My friend who is Venetian begins to peruse the online menu, mumbling, “ Fried oysters, now No, that is not Venetian”. There was something else that got the Oh No, until he ran across the black squid ink pasta. I tell him that’s what I had when a friend brought me here for my birthday and it was killer.
This goes on a little while longer when he says, “ They have no Saor – pronounced and sounds like our word, sour. I immediately ask, “What’s that?” to which he replies, “A very traditional Venetian dish. My mother used to make for me that I love.” “So what is it? “. “Itsza fried sardines with melted onions and vinegar, left in the refrigerator over night and eaten at room temperature, often with polenta”
I looked up a recipe online immediately, top one in the, needless to say Google search, was an Italian recipe. As I’m reading through & now mumbling I ask, ” Well what about the raisins & pine nuts?” “No, I do not like that. My mother never made it that way.”
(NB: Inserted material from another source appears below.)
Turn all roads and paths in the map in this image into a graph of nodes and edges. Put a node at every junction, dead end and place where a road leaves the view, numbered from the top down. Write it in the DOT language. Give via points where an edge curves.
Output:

Shortly there after I was on my way w/a crisp $20 in my pocket to buy us some fresh sardines to make us Saor.
Here’s were another chapter or the podcast VO will come in – in the near future. Suffice to say, procurement of fresh sardines in January or maybe anytime of the year is almost analogous to trying to find or buy four leaf clovers. I learn this after calls to Dean & Deluca, 2 Whole Foods and then I call my Man Vito, the representative, sales man for the largest Sea Food purveyor in NYCity. Even after a conference call with a friend of his, Frankie maybe, a visit to Chinatown seemed to be the answer . Again, stay tuned here for updates about the podcast of this episode here.
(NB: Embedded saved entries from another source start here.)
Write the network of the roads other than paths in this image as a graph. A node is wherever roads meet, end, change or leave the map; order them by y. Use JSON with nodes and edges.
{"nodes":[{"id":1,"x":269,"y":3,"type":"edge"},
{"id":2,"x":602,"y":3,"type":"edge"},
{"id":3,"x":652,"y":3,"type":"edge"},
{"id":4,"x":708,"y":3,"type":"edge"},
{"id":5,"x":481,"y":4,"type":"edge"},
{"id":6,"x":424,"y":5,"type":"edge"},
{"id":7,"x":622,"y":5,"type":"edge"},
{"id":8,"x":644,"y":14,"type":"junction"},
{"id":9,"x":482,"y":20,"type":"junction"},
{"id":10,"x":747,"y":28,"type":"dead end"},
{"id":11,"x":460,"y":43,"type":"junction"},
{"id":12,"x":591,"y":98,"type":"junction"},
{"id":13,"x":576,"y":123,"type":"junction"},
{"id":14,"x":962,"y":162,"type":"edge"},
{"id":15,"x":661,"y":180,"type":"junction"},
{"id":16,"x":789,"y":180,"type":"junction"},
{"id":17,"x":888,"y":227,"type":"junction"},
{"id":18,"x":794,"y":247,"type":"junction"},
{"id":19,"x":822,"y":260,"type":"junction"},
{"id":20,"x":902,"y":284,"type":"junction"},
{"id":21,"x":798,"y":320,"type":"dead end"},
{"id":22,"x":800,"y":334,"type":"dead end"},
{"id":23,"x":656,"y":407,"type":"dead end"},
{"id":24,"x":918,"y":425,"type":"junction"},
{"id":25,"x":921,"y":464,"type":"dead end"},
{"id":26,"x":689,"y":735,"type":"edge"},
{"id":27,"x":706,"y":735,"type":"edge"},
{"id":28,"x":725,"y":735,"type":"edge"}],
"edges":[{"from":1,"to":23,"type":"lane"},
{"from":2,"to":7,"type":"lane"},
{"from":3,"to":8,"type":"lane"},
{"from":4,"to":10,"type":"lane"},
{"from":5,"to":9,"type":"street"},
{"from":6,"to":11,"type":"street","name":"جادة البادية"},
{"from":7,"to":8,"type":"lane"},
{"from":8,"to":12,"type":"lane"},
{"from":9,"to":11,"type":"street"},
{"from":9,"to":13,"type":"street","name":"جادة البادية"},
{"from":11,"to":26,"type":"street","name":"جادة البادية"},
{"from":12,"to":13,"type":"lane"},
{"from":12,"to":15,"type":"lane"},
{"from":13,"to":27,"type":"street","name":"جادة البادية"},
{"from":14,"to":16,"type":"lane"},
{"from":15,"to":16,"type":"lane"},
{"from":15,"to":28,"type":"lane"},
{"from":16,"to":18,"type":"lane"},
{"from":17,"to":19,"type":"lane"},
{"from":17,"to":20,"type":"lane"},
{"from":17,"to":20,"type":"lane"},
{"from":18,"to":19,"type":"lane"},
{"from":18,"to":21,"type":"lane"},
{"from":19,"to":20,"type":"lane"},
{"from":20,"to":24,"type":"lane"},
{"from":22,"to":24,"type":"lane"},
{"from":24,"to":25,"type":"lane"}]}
I made my way down to Chinatown but not before arming myself with the word for sardines in Mandarin on my phone. My go to fish mart is on Grand & Christie. They know me because this is where I buy my quahogs & clams for my Clamdestinations Air B& B Experience.
I ask, you got it, “Do you have fresh sardines? While pointing at the hanzi on my phone. His head just shook No. Know anyone that might? No. “ when he points to the freezer case pointing and saying, “Fresh frozen”. I grabbed the 1#bag for $6.
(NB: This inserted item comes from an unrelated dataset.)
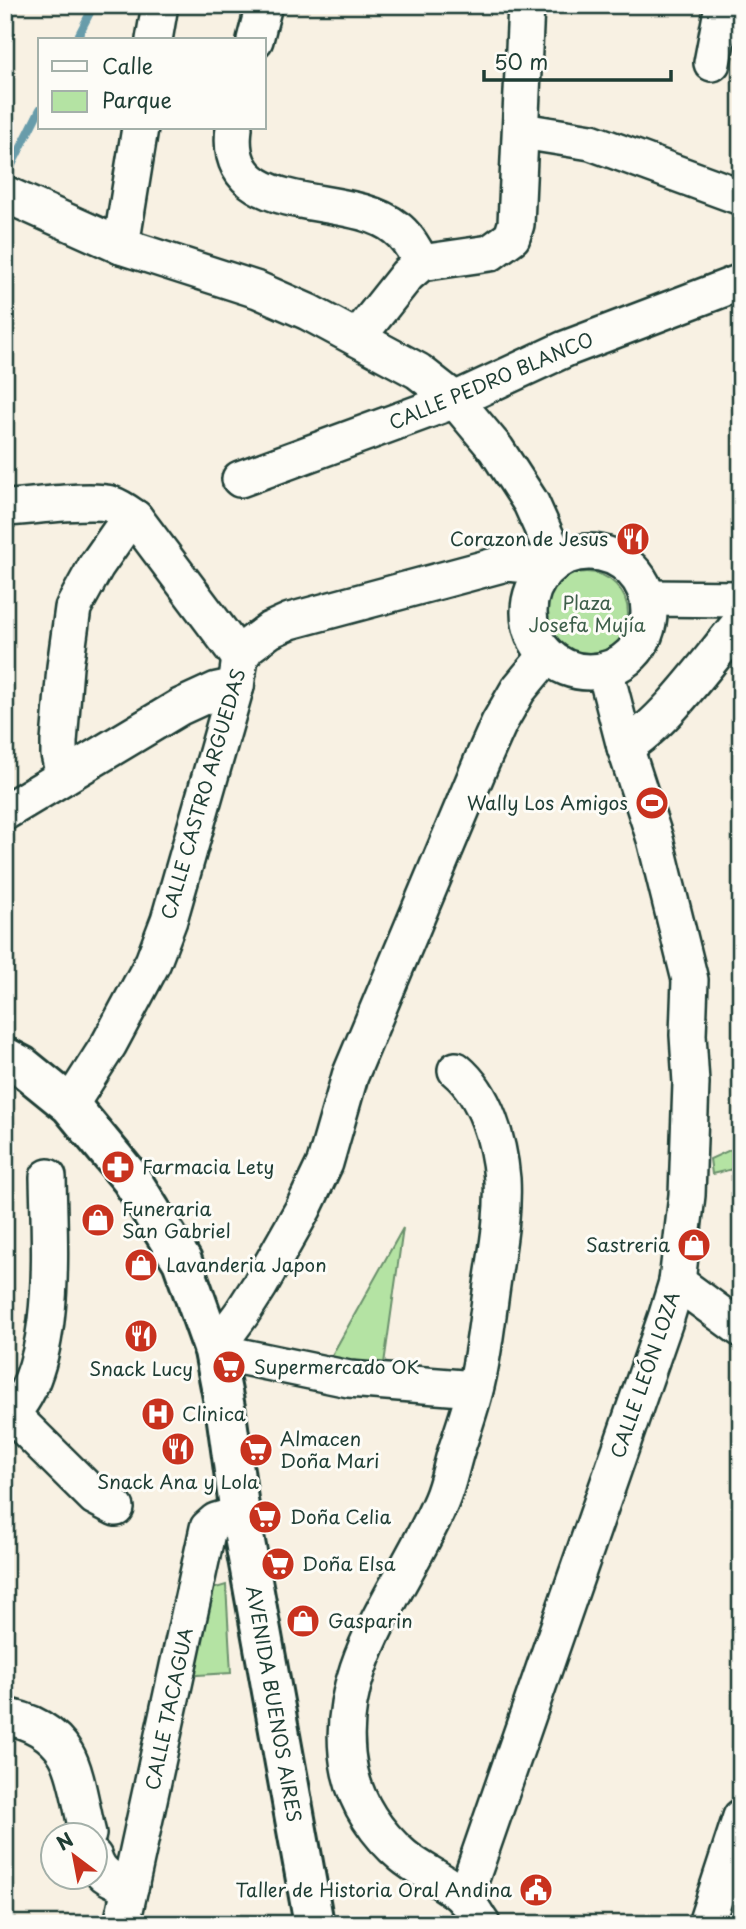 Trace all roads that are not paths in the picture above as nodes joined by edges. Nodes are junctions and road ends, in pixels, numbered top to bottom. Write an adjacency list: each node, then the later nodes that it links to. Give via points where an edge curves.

Even tho he told me to Defrost in water I knew better. I had to work fast; sliced open the bag & poured the little smelly fishes into my blue bowl, in the fridge with a towel over them & the bag they came in – straight to the garbage. Even frozen their odor is almost impossible. It took a good full 24 hours until the sardines were ready to be worked with & work it is, I must have filleted at least 8 whole sardines. I’ll spare you the gory Dtails & entrails
The recipe is simple:
1-2#s – (fresh) Sardines – Filleted
1 C Flour + 1 Ts Baking Powder
1 C Vinegar
Raisins & pine nuts – optional
What I did
Lightly dusted the sardine fillets in the flour & baking powder then fried them off in enough olive oil to well coat the bottom of the pan.
Cool & drain the fried fillets on (brown) paper Then very thinly slice at least 4-5 onions. I cooked these off in the same pan I fried the fillets in with a enough olive oil to well coat the bottom of the pan. Add the onions and cook over a medium heat until they are well melted at least 20 mins. then add a cup of vinegar. Continue cooking to well marry the favors. Let this cool.
Now begin to layer the fried sardines, then a layer of the onions, so on & so fourth. I got maybe two layers of each, fish & onions. Cover with plastic wrap. Weigh down any way you conjure up. Put into the fridge and forget about it for a day or two. After one full day, my friend couldn’t wait any more. I got the big thumbs up and a fabulous dinner at Bacaro, but here in Manhattan.
You can be sure this recipe will see a redux – as soon as I can get my hands on fresh sardines.
I’m not sure I’d try this at home. Not really a recipe for survival. It’s a nice food memoir per me.